* **What you will do**
Return each line of the data below unchanged, please.
%%
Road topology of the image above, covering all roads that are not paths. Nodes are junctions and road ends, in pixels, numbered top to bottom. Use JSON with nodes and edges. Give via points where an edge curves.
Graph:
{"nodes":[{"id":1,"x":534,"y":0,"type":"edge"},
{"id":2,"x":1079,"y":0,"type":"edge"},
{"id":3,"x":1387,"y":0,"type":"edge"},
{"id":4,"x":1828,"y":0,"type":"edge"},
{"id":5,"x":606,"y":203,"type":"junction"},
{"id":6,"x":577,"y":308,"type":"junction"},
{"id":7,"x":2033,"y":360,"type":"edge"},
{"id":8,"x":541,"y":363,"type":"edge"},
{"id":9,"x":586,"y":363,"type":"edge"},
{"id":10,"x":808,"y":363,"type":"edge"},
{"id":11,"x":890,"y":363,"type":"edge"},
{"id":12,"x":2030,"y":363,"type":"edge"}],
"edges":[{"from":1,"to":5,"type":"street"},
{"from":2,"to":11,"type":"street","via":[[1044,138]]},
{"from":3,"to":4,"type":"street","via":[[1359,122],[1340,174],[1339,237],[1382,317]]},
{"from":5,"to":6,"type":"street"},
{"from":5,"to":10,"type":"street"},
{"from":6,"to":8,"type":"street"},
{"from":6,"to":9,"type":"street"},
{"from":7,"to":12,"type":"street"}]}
%%
* **Answer**
Road topology of the image above, covering all roads that are not paths. Nodes are junctions and road ends, in pixels, numbered top to bottom. Use JSON with nodes and edges. Give via points where an edge curves.
Graph:
{"nodes":[{"id":1,"x":534,"y":0,"type":"edge"},
{"id":2,"x":1079,"y":0,"type":"edge"},
{"id":3,"x":1387,"y":0,"type":"edge"},
{"id":4,"x":1828,"y":0,"type":"edge"},
{"id":5,"x":606,"y":203,"type":"junction"},
{"id":6,"x":577,"y":308,"type":"junction"},
{"id":7,"x":2033,"y":360,"type":"edge"},
{"id":8,"x":541,"y":363,"type":"edge"},
{"id":9,"x":586,"y":363,"type":"edge"},
{"id":10,"x":808,"y":363,"type":"edge"},
{"id":11,"x":890,"y":363,"type":"edge"},
{"id":12,"x":2030,"y":363,"type":"edge"}],
"edges":[{"from":1,"to":5,"type":"street"},
{"from":2,"to":11,"type":"street","via":[[1044,138]]},
{"from":3,"to":4,"type":"street","via":[[1359,122],[1340,174],[1339,237],[1382,317]]},
{"from":5,"to":6,"type":"street"},
{"from":5,"to":10,"type":"street"},
{"from":6,"to":8,"type":"street"},
{"from":6,"to":9,"type":"street"},
{"from":7,"to":12,"type":"street"}]}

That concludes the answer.